## Exercise description
Your task is to write out the lines from the line containing "thumb tip: (294, 148)" through the last line of the material, exactly.

*** Begin section ***

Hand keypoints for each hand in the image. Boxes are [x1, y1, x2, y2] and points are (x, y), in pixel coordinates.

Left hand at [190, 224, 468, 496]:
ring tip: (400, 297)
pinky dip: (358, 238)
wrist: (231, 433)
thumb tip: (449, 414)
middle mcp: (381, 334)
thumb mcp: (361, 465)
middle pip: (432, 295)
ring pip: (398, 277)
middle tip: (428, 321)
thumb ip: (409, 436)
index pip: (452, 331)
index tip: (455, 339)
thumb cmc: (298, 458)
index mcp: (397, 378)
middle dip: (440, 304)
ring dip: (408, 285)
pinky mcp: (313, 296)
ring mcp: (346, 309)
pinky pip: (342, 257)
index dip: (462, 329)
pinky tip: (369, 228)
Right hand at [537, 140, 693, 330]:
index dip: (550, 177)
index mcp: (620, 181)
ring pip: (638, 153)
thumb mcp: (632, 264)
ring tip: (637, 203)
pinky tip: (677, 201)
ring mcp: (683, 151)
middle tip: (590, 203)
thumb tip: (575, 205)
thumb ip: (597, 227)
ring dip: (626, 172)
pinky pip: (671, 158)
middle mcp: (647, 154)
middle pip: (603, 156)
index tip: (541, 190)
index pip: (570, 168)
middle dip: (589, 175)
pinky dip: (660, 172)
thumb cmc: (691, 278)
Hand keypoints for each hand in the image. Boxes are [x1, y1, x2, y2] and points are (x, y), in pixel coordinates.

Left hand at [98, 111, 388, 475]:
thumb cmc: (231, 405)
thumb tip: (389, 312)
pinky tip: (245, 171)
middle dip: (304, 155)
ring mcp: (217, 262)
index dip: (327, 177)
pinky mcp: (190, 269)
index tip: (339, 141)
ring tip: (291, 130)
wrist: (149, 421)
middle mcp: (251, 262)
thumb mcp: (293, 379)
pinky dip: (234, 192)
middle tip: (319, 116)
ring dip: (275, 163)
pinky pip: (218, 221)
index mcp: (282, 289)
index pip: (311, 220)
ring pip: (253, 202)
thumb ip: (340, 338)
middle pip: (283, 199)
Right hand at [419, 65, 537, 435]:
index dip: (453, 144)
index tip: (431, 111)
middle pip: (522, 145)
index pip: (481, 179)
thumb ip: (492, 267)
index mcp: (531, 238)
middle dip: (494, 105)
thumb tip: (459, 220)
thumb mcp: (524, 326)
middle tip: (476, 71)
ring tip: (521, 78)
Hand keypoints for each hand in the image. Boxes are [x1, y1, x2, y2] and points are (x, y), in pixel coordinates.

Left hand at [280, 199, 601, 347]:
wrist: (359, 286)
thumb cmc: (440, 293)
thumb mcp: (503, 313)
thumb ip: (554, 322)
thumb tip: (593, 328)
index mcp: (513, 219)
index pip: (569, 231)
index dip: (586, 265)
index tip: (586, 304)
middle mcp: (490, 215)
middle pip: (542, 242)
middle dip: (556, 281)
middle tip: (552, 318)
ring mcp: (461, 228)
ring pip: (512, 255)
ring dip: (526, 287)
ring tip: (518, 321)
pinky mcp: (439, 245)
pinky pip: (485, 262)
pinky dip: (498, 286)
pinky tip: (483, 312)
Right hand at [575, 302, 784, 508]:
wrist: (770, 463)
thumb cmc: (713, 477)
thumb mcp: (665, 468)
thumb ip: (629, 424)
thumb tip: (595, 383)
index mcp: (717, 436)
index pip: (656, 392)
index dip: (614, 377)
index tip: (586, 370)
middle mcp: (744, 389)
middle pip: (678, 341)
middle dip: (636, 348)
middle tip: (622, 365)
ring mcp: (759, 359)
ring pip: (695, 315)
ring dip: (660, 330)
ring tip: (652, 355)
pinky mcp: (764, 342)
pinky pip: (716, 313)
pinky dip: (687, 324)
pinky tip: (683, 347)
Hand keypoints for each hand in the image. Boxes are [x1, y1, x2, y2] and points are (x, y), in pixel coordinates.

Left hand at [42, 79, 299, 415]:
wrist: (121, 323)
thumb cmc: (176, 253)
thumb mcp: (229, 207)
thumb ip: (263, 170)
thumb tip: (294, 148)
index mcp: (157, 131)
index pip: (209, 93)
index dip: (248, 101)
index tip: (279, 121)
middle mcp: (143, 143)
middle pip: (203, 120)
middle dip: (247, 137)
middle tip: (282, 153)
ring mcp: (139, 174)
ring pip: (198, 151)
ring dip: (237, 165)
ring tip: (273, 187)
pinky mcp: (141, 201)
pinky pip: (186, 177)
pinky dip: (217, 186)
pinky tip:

*** End section ***

## Solution for this problem
thumb tip: (294, 148)
index mcp: (157, 131)
index pip: (209, 93)
index dip: (248, 101)
index tip: (279, 121)
middle mcp: (143, 143)
middle pip: (203, 120)
middle dip: (247, 137)
middle tip: (282, 153)
ring mcp: (139, 174)
ring pip: (198, 151)
ring dip: (237, 165)
ring tip: (273, 187)
pinky mcp: (141, 201)
pinky pip: (186, 177)
pinky dip: (217, 186)
pinky tip:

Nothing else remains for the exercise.